*AIM OF THE TASK*: Scan the records for "Yakai". Report each line that includes it.

*Collected data*:
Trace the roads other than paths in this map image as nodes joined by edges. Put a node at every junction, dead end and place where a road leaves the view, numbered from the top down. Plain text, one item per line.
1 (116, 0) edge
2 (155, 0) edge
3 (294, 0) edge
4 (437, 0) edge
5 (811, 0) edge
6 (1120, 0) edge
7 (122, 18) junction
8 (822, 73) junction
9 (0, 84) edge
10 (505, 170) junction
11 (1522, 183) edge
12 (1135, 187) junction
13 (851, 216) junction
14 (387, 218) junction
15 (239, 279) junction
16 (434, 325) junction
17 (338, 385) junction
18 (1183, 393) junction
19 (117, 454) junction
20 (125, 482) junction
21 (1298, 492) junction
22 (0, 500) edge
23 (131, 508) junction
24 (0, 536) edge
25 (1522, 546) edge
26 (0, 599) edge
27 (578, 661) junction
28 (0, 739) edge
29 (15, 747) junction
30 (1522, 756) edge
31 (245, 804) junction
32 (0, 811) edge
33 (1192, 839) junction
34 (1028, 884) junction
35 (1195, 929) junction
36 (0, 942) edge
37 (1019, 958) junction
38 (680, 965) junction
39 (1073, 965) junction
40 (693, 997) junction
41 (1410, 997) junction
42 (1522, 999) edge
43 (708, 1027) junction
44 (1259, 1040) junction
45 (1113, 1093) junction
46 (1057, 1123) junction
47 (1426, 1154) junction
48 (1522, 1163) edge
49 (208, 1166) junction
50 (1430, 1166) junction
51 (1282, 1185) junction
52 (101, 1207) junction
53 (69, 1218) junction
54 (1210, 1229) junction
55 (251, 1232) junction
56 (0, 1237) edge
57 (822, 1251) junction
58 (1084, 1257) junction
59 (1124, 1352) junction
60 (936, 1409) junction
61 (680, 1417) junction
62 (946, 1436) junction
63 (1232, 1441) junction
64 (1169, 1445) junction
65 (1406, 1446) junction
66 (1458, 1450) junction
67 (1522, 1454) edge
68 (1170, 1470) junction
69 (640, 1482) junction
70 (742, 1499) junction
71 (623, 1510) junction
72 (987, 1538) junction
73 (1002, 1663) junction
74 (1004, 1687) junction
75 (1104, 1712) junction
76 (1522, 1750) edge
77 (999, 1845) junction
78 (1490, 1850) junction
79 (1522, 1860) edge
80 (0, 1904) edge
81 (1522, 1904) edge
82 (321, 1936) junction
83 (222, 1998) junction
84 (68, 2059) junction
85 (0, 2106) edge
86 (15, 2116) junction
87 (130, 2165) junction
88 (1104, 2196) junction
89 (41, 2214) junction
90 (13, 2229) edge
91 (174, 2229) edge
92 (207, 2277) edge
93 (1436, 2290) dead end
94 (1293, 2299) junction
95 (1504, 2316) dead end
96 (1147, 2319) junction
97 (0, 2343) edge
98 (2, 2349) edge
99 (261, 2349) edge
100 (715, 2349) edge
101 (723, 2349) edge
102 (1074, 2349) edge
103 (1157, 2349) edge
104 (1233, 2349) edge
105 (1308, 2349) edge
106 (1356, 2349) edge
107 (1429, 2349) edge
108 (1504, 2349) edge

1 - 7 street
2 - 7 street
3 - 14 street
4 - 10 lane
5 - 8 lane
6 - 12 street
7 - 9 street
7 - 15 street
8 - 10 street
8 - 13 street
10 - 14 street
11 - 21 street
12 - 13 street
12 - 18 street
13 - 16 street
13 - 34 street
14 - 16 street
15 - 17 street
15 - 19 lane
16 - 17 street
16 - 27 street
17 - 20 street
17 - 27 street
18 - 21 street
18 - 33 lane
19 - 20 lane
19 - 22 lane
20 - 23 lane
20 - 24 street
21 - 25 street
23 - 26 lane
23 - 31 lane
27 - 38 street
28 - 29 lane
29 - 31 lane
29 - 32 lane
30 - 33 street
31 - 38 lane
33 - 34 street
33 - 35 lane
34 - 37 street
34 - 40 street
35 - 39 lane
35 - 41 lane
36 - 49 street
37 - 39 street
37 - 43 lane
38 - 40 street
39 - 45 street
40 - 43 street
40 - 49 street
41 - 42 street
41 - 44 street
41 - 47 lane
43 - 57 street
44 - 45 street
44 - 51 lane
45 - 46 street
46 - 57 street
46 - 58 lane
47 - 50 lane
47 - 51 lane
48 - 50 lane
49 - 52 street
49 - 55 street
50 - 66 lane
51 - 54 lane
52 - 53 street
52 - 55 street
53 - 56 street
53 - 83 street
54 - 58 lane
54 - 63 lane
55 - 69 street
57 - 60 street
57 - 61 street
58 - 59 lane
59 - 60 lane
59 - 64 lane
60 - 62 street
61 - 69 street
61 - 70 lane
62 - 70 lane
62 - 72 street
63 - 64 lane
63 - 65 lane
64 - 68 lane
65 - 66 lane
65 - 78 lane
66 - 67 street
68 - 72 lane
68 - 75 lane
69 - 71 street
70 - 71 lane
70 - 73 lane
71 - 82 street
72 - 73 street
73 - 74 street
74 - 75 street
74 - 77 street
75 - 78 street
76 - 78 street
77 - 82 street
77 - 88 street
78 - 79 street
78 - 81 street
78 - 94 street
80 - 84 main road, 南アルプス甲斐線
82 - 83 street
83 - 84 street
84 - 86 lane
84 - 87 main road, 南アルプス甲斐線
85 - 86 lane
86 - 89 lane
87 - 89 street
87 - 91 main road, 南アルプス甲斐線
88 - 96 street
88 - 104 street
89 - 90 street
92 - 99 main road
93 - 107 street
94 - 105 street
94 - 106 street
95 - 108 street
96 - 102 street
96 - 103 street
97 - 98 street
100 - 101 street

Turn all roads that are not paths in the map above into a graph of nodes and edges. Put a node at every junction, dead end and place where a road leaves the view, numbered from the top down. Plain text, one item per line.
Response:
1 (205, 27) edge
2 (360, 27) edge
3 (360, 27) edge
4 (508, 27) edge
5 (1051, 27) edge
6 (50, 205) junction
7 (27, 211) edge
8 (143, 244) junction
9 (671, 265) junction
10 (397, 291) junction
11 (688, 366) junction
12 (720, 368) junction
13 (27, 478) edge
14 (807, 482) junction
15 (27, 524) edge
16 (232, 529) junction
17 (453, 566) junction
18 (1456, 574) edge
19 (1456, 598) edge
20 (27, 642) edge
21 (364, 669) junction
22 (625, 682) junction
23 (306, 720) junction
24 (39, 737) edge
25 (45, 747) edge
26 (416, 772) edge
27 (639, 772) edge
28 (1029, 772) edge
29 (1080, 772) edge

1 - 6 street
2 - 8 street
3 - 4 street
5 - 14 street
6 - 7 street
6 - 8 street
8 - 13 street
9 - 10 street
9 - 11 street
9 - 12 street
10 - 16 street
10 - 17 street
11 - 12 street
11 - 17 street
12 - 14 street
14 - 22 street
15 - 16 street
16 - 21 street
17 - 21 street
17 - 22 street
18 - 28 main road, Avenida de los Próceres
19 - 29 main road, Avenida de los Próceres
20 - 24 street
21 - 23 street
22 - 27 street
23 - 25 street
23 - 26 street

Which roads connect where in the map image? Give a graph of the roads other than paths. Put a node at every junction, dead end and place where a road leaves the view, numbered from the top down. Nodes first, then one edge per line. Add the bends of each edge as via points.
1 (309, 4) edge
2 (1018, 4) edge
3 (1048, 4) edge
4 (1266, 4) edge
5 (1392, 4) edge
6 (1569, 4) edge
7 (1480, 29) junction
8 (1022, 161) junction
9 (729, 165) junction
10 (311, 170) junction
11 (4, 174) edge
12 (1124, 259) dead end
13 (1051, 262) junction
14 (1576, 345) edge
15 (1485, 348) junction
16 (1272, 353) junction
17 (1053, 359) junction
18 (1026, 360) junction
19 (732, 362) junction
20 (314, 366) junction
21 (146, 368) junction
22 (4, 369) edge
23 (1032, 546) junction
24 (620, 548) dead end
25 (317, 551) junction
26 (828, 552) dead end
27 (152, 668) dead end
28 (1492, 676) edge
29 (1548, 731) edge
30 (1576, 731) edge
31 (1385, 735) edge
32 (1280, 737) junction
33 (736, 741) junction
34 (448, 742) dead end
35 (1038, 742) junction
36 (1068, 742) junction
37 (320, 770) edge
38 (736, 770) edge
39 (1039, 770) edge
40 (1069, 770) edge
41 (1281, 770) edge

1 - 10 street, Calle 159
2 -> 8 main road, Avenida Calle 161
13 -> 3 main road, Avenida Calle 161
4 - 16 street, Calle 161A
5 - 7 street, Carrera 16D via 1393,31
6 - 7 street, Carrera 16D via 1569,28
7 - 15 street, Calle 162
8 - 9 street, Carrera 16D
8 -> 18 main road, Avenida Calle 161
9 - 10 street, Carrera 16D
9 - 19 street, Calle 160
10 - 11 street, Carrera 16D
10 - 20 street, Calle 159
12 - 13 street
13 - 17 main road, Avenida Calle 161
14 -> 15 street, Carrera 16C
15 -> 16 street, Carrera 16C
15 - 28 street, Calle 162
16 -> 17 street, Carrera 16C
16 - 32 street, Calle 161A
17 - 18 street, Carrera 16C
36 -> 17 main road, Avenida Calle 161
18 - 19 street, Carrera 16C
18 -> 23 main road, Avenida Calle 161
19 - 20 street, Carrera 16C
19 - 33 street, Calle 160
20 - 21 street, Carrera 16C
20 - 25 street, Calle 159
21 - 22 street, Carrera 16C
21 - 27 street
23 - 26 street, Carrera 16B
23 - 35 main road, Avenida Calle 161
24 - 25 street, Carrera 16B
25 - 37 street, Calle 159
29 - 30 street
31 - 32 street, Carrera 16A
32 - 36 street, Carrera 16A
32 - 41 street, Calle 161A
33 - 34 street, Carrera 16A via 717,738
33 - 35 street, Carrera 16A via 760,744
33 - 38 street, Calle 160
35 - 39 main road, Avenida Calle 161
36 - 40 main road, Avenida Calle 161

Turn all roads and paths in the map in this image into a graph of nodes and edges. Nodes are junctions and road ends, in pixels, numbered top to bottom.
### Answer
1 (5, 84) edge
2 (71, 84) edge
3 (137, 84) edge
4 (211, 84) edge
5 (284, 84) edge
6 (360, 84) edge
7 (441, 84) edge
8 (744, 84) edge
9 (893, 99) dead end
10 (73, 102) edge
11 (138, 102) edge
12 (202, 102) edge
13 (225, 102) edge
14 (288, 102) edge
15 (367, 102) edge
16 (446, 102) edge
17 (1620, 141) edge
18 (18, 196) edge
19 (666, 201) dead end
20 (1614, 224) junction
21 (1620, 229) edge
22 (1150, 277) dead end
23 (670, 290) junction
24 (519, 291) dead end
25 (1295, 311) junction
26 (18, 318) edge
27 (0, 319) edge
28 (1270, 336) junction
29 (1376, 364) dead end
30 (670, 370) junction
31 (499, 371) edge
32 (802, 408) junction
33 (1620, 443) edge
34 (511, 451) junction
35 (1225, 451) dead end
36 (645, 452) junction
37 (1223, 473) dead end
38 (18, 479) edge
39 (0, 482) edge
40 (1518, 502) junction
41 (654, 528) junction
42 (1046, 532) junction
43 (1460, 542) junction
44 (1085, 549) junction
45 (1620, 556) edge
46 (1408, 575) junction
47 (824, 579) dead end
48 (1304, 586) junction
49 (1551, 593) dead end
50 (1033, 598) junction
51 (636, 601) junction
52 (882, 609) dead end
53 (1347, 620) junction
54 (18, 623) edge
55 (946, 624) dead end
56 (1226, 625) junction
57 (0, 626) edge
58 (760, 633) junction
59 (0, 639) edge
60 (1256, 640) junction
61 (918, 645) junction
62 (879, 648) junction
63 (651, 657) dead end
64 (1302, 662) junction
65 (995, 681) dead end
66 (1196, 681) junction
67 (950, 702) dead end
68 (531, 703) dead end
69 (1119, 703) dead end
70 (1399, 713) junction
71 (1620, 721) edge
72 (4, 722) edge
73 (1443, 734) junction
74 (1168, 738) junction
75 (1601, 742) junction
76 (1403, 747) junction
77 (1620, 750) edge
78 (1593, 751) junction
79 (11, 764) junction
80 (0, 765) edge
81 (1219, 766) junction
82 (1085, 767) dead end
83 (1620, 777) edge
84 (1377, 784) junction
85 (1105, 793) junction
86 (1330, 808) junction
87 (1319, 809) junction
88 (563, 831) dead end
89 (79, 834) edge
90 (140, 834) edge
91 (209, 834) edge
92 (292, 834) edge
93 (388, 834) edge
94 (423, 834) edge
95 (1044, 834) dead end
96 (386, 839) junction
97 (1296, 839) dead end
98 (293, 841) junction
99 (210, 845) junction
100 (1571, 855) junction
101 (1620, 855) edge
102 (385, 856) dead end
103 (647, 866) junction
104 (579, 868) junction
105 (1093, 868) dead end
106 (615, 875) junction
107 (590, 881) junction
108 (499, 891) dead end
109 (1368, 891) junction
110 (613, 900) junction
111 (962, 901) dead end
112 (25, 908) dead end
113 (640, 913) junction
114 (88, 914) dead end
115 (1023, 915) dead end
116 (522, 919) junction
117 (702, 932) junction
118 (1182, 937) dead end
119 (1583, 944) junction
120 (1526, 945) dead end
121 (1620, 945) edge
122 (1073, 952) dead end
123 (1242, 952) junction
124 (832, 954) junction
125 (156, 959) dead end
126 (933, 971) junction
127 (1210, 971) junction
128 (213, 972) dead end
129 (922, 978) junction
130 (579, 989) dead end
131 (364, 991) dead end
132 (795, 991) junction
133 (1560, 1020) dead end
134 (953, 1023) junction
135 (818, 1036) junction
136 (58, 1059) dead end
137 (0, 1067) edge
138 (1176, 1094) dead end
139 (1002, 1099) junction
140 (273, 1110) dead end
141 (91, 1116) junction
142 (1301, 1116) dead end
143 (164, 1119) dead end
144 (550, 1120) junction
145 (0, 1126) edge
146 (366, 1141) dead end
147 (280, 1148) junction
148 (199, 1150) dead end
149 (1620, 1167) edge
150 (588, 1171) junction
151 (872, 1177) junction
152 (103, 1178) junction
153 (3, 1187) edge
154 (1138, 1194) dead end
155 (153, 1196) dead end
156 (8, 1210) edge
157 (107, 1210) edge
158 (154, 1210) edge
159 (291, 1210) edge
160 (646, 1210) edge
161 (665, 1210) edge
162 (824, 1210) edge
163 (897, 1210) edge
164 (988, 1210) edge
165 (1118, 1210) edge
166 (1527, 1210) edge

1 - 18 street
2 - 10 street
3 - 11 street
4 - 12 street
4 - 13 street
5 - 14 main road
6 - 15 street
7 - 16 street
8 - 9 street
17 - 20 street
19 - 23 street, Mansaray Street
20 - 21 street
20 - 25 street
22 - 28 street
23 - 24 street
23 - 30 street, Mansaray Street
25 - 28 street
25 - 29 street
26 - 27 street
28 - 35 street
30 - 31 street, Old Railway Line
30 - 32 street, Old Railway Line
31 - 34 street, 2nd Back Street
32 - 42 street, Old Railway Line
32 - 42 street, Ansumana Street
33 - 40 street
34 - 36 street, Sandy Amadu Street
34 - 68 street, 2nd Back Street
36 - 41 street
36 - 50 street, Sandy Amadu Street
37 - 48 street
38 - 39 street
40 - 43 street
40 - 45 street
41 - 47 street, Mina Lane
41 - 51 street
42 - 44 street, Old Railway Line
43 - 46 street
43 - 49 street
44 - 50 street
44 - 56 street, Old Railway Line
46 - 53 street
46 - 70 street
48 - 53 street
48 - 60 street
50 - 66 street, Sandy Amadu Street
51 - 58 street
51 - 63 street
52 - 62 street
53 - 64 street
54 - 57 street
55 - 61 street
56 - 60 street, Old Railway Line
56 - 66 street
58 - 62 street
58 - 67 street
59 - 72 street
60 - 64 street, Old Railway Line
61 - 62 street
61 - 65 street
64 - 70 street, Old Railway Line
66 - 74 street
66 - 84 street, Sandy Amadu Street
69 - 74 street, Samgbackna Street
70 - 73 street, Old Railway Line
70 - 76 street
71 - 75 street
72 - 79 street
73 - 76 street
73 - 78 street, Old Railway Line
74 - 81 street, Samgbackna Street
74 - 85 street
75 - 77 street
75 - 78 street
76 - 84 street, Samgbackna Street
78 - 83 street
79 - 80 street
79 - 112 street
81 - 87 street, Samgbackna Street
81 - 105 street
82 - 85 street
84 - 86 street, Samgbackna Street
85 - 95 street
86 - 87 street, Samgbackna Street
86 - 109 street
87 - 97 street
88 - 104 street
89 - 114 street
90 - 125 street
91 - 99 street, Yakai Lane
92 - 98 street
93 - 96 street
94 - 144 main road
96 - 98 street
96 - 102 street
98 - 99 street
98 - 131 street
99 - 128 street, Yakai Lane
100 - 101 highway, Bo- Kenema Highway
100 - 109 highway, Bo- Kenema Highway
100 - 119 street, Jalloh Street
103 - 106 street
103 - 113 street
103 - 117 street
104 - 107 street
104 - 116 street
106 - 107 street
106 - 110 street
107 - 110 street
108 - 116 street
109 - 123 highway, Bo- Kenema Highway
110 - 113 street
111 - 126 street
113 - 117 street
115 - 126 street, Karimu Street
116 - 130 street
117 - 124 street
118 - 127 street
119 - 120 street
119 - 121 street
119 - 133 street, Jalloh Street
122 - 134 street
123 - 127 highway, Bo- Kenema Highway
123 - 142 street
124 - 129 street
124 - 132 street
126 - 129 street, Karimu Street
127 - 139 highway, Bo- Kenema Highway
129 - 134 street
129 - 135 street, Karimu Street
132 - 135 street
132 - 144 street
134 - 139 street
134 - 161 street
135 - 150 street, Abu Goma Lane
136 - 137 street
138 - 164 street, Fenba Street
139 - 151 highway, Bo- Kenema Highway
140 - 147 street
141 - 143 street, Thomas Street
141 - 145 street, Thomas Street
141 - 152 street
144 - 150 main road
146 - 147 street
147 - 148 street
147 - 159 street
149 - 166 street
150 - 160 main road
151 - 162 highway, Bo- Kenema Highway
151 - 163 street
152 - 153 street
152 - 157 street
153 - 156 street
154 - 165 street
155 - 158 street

*OUTPUT*:
91 - 99 street, Yakai Lane
99 - 128 street, Yakai Lane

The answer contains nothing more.